Madoff And The Whistleblower

What are the lessons of the Madoff scandal? The more that comes out about this incredible story, the more complex and intriguing it becomes. Harry Markopolos, the whistleblower who tried unavailingly to get the SEC to investigate Madoff over more than 15 years, sub-titles his book about the affair “a true financial thriller”. And so it is, with the twist that the book is a story not of triumph, but of heroic failure to persuade anyone to take seriously his well-founded allegations that Madoff was a fraudster on the grand scale.

Taken together with the SEC inspector general’s damning report into the SEC’s failings published last year, it provides more disturbing evidence that the real world can often be crazier than the way it is portrayed in drama or fiction. Small wonder that the first people to queue up to watch Enron the play or Wall Street the movie are professionals, or that Liar’s Poker and Barbarians At The Gate remain essential sourcebooks for anyone wanting to understand the extremes to which unfettered capitalism can be taken.

Some of the details in No One Would Listen, Mr Markopolos’ highly readable book, are beyond invention. For example, having failed to get the SEC interested in his original allegations, he turns to the media for help and eventually prompts MAR Hedge, a specialist hedge fund publication, to run a story raising questions about Madoff’s performance. A similar story appears shortly afterwards in Barron’s. He and the informal team of former colleagues who pursue their futile crusade against Madoff wait triumphantly for the SEC to take action, convinced that it cannot ignore such public exposure.

But what happens? Nothing. According to Mr Markopolos, the SEC does not even subscribe to specialist industry publications. Staff members have to pay for their own media subscriptions, even for the Wall Street Journal. A specialist publication such as MAR Hedge costing more than $1,000 is simply not on anyone’s reading list.

Why was the SEC so reluctant to investigate the allegations that the split strike options strategy Madoff claims to be running was too implausible to be genuine? Too many lawyers is the first item on Mr Markopols’ lengthy charge list. All the key people in charge of the potential investigation, he points out, were lawyers rather than financial experts. Ignorance, turf wars and lack of resources also played a part. When staff needed to research what derivatives were, in the absence of an investment library they had to rely on Google and Wikipedia.

The agency was also too quick, it appears, to dismiss Mr Markopolos as a bounty hunter with a grievance rather than as a serious investigator. Madoff himself had few fears of the SEC, whom he derided as useless. As the owner of one of the largest broker-dealers in New York, he was already such a big fish in the securities industry that only the bravest of regulators would be willing to take him on. (Since the crisis, as always happens, the incentives for regulators to seek big scalps have dramatically changed, as recent events have demonstrated).

The MARHedge article on Madoff appeared in 2001, by which time he was already running what was effectively the largest hedge fund in the world, with more assets than George Soros or any other much better known names.
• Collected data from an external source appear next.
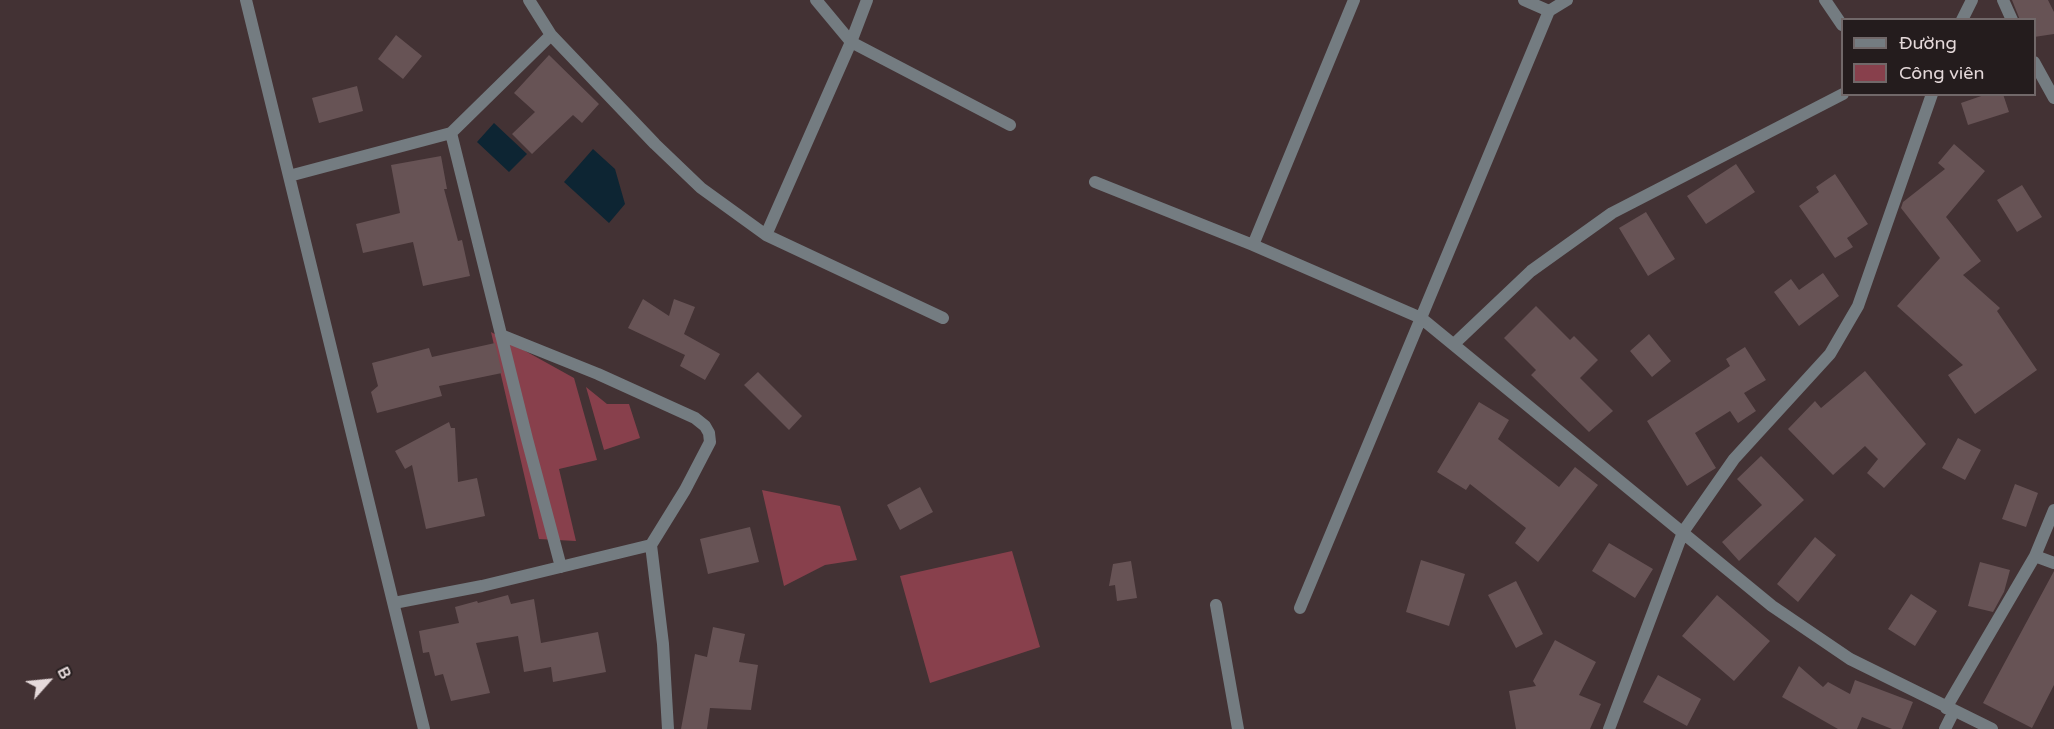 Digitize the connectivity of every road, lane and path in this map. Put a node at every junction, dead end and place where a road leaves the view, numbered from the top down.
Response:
1 (246, 0) edge
2 (529, 0) edge
3 (816, 0) edge
4 (867, 0) edge
5 (1353, 0) edge
6 (1524, 0) edge
7 (1567, 0) edge
8 (1825, 0) edge
9 (1972, 0) edge
10 (2003, 0) edge
11 (1550, 10) junction
12 (1963, 18) edge
13 (2011, 18) edge
14 (1841, 24) edge
15 (551, 35) junction
16 (851, 42) junction
17 (2036, 66) edge
18 (1841, 95) edge
19 (1931, 96) edge
20 (2054, 98) edge
21 (1010, 125) dead end
22 (451, 133) junction
23 (289, 176) junction
24 (1095, 182) dead end
25 (766, 235) junction
26 (1253, 245) junction
27 (943, 318) dead end
28 (1421, 318) junction
29 (501, 335) junction
30 (1454, 344) junction
31 (2054, 510) edge
32 (1683, 532) junction
33 (651, 545) junction
34 (2035, 556) junction
35 (2054, 563) edge
36 (561, 567) junction
37 (394, 603) junction
38 (1216, 605) dead end
39 (1300, 608) dead end
40 (1950, 709) junction
41 (424, 729) edge
42 (668, 729) edge
43 (1238, 729) edge
44 (1609, 729) edge
45 (1945, 729) edge
46 (1992, 729) edge

1 - 23 street
2 - 15 street
3 - 16 street
4 - 16 street
5 - 26 street
6 - 11 street
7 - 11 street
8 - 14 street
9 - 12 street
10 - 13 street
11 - 28 street
15 - 22 street
15 - 25 street
16 - 21 street
16 - 25 street
17 - 20 street
18 - 30 street
19 - 32 street
22 - 23 street
22 - 29 street
23 - 37 street
24 - 26 street
25 - 27 street
26 - 28 street
28 - 30 street
28 - 39 street
29 - 33 street
29 - 36 street
30 - 32 street
31 - 34 street
32 - 40 street
32 - 44 street
33 - 36 street
33 - 42 street
34 - 35 street
34 - 40 street
36 - 37 street
37 - 41 street
38 - 43 street
40 - 45 street
40 - 46 street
Yet because of the secrecy requirements that Madoff imposed on anyone who put money into his bogus strategy, and his refusal to charge fees, his name did not even feature in the MARHedge database at the time.
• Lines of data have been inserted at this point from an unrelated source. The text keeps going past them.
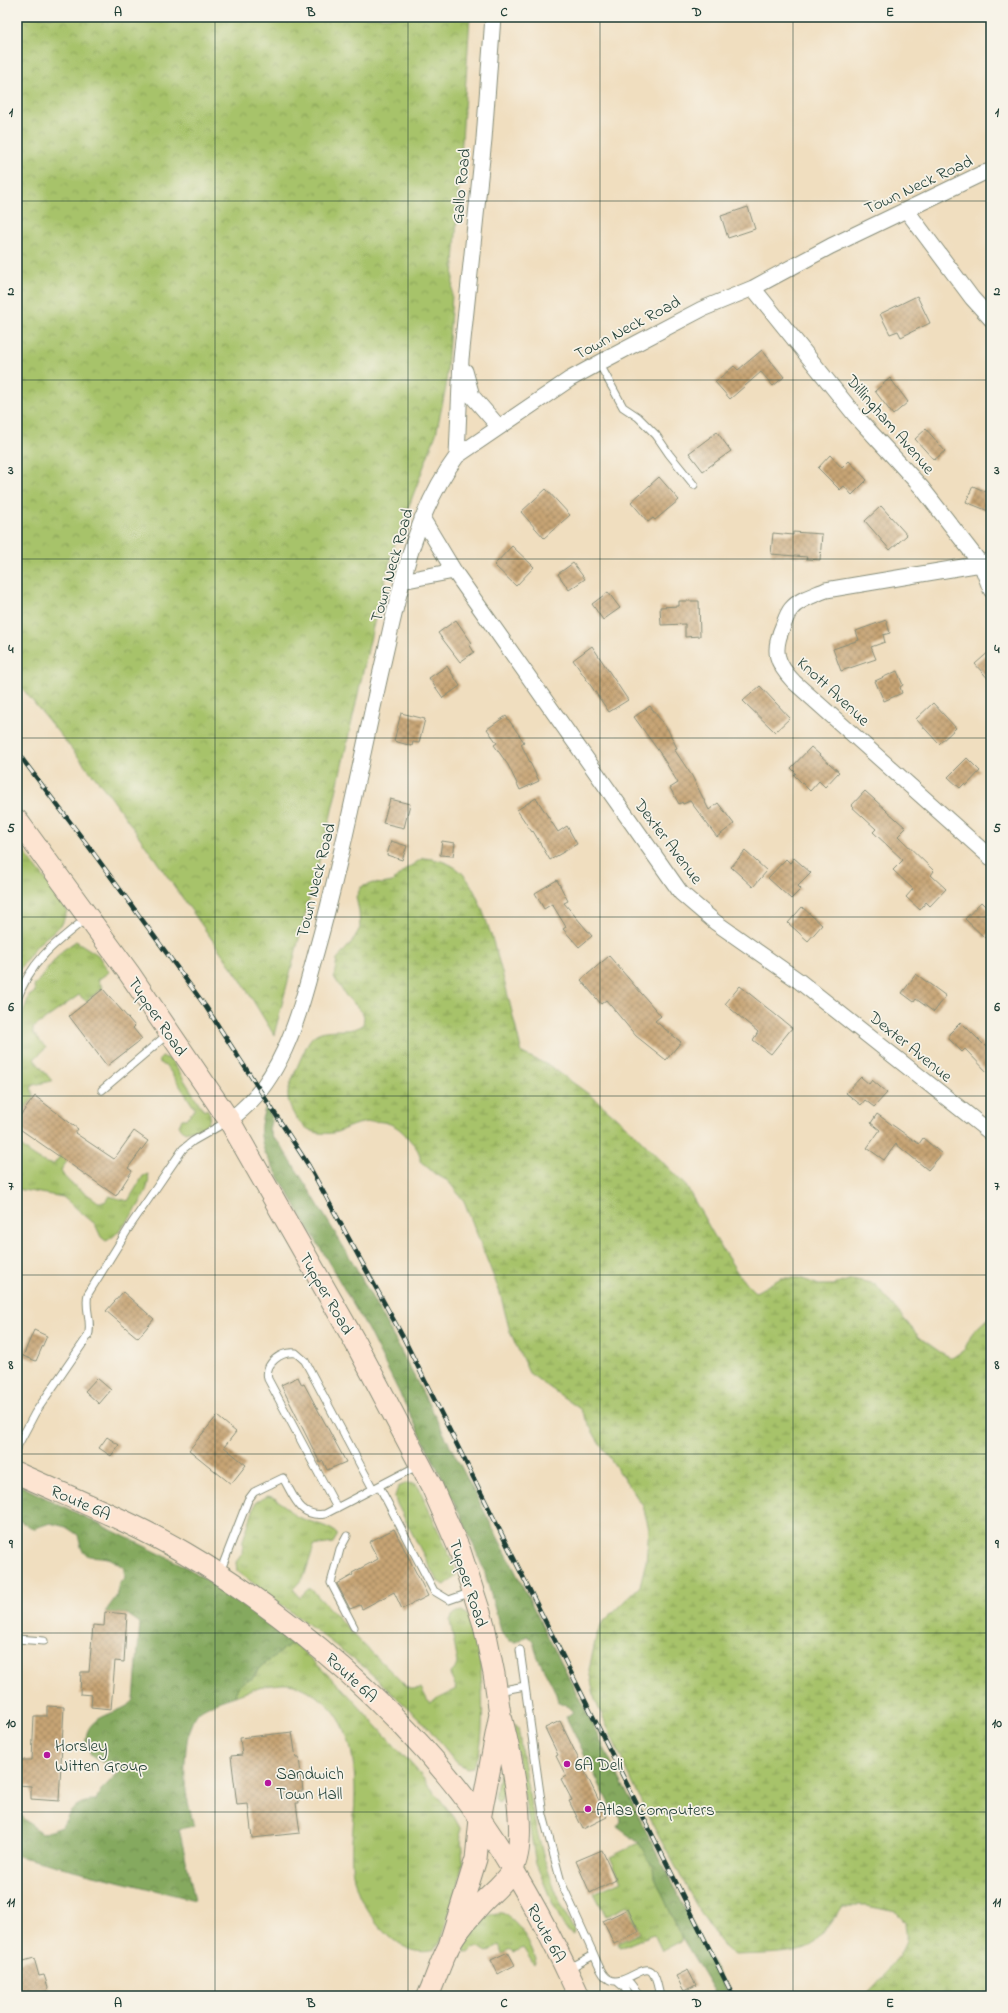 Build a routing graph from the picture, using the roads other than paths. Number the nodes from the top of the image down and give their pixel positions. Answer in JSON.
{"nodes":[{"id":1,"x":493,"y":17,"type":"edge"},
{"id":2,"x":991,"y":171,"type":"edge"},
{"id":3,"x":907,"y":211,"type":"junction"},
{"id":4,"x":753,"y":288,"type":"junction"},
{"id":5,"x":991,"y":319,"type":"edge"},
{"id":6,"x":461,"y":359,"type":"junction"},
{"id":7,"x":599,"y":363,"type":"junction"},
{"id":8,"x":500,"y":427,"type":"junction"},
{"id":9,"x":457,"y":456,"type":"junction"},
{"id":10,"x":694,"y":485,"type":"dead end"},
{"id":11,"x":422,"y":518,"type":"junction"},
{"id":12,"x":986,"y":562,"type":"edge"},
{"id":13,"x":454,"y":570,"type":"junction"},
{"id":14,"x":402,"y":581,"type":"junction"},
{"id":15,"x":991,"y":590,"type":"edge"},
{"id":16,"x":17,"y":820,"type":"edge"},
{"id":17,"x":991,"y":858,"type":"edge"},
{"id":18,"x":88,"y":917,"type":"junction"},
{"id":19,"x":17,"y":1000,"type":"edge"},
{"id":20,"x":169,"y":1032,"type":"junction"},
{"id":21,"x":102,"y":1090,"type":"dead end"},
{"id":22,"x":229,"y":1120,"type":"junction"},
{"id":23,"x":991,"y":1134,"type":"edge"},
{"id":24,"x":17,"y":1447,"type":"edge"},
{"id":25,"x":420,"y":1464,"type":"junction"},
{"id":26,"x":17,"y":1473,"type":"edge"},
{"id":27,"x":376,"y":1487,"type":"junction"},
{"id":28,"x":337,"y":1508,"type":"junction"},
{"id":29,"x":347,"y":1536,"type":"dead end"},
{"id":30,"x":220,"y":1574,"type":"junction"},
{"id":31,"x":474,"y":1592,"type":"junction"},
{"id":32,"x":354,"y":1628,"type":"dead end"},
{"id":33,"x":17,"y":1639,"type":"edge"},
{"id":34,"x":44,"y":1641,"type":"dead end"},
{"id":35,"x":520,"y":1650,"type":"dead end"},
{"id":36,"x":525,"y":1686,"type":"junction"},
{"id":37,"x":497,"y":1691,"type":"junction"},
{"id":38,"x":500,"y":1714,"type":"junction"},
{"id":39,"x":480,"y":1819,"type":"junction"},
{"id":40,"x":512,"y":1870,"type":"junction"},
{"id":41,"x":448,"y":1949,"type":"junction"},
{"id":42,"x":594,"y":1956,"type":"junction"},
{"id":43,"x":566,"y":1969,"type":"junction"},
{"id":44,"x":620,"y":1981,"type":"junction"},
{"id":45,"x":428,"y":1996,"type":"edge"},
{"id":46,"x":579,"y":1996,"type":"edge"},
{"id":47,"x":628,"y":1996,"type":"edge"},
{"id":48,"x":640,"y":1996,"type":"edge"},
{"id":49,"x":660,"y":1996,"type":"edge"}],
"edges":[{"from":1,"to":6,"type":"street","name":"Gallo Road"},
{"from":2,"to":3,"type":"street","name":"Town Neck Road"},
{"from":3,"to":4,"type":"street","name":"Town Neck Road"},
{"from":3,"to":5,"type":"street"},
{"from":4,"to":7,"type":"street","name":"Town Neck Road"},
{"from":4,"to":12,"type":"street","name":"Dillingham Avenue"},
{"from":6,"to":8,"type":"street","name":"Gallo Road"},
{"from":6,"to":9,"type":"street","name":"Gallo Road"},
{"from":7,"to":8,"type":"street","name":"Town Neck Road"},
{"from":7,"to":10,"type":"lane"},
{"from":8,"to":9,"type":"street","name":"Town Neck Road"},
{"from":9,"to":11,"type":"street","name":"Town Neck Road"},
{"from":11,"to":13,"type":"street","name":"Dexter Avenue"},
{"from":11,"to":14,"type":"street","name":"Town Neck Road"},
{"from":12,"to":15,"type":"street","name":"Dillingham Avenue"},
{"from":12,"to":17,"type":"street","name":"Knott Avenue"},
{"from":13,"to":14,"type":"street"},
{"from":13,"to":23,"type":"street","name":"Dexter Avenue"},
{"from":14,"to":22,"type":"street","name":"Town Neck Road"},
{"from":16,"to":18,"type":"main road","name":"Tupper Road"},
{"from":18,"to":19,"type":"lane"},
{"from":18,"to":20,"type":"main road","name":"Tupper Road"},
{"from":20,"to":21,"type":"lane"},
{"from":20,"to":22,"type":"main road","name":"Tupper Road"},
{"from":22,"to":24,"type":"lane"},
{"from":22,"to":25,"type":"main road","name":"Tupper Road"},
{"from":25,"to":27,"type":"lane"},
{"from":25,"to":31,"type":"main road","name":"Tupper Road"},
{"from":26,"to":30,"type":"main road","name":"Route 6A"},
{"from":27,"to":28,"type":"lane"},
{"from":27,"to":28,"type":"lane"},
{"from":27,"to":31,"type":"lane"},
{"from":28,"to":30,"type":"lane"},
{"from":29,"to":32,"type":"lane"},
{"from":30,"to":39,"type":"main road","name":"Route 6A"},
{"from":31,"to":37,"type":"main road","name":"Tupper Road"},
{"from":33,"to":34,"type":"lane"},
{"from":35,"to":36,"type":"lane"},
{"from":36,"to":37,"type":"lane"},
{"from":36,"to":42,"type":"lane"},
{"from":37,"to":38,"type":"main road","name":"Tupper Road"},
{"from":38,"to":39,"type":"main road","name":"Tupper Road"},
{"from":38,"to":40,"type":"main road"},
{"from":39,"to":40,"type":"main road","name":"Route 6A"},
{"from":39,"to":41,"type":"main road","name":"Tupper Road"},
{"from":40,"to":41,"type":"main road"},
{"from":40,"to":43,"type":"main road","name":"Route 6A"},
{"from":41,"to":45,"type":"main road"},
{"from":42,"to":43,"type":"lane"},
{"from":42,"to":44,"type":"lane"},
{"from":43,"to":46,"type":"main road","name":"Route 6A"},
{"from":44,"to":47,"type":"lane"},
{"from":44,"to":48,"type":"lane"},
{"from":44,"to":49,"type":"lane"}]}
Mr Markopolos is right to say that the scale and durability of Madoff’s scam raises troubling issues for the financial services industry. By the time he turned himself in, Madoff was taking money from more than 330 feeder funds of funds in over 40 countries; yet many of them continued to believe that they had exclusive or preferential access to his impressive but non-existent winning strategy. Their claims to have carried out exhaustive due diligence were risible.

At the same time there were many on Wall Street who knew that there was something not right about what Madoff was doing, and steered well clear. Some invested anyway, believing that whether it was front-running or some other improper activity, they would rather not know as long as the returns kept racking up. The irony is that Mr Markopolos himself only first took an interest in Madoff because his employer kept badgering him to try and replicate what Madoff was doing. Yet nobody else felt it worth their while to expose him.

The Madoff story is ultimately a story about breach of trust. Investors were naïve to trust Madoff, naïve to trust the intermediaries who channelled money to him in such prodigious amounts, and naïve to believe that regulators could or would stop such an accomplished liar and conman. In Mr Markopolos’ view, although the majority of individuals in the financial services industry are honest, incentives to cut corners and breach both client trust and regulations are hard-wired into the system they work in. Which of us, hand on heart, knowing what we do, can deny that there is some truth in this?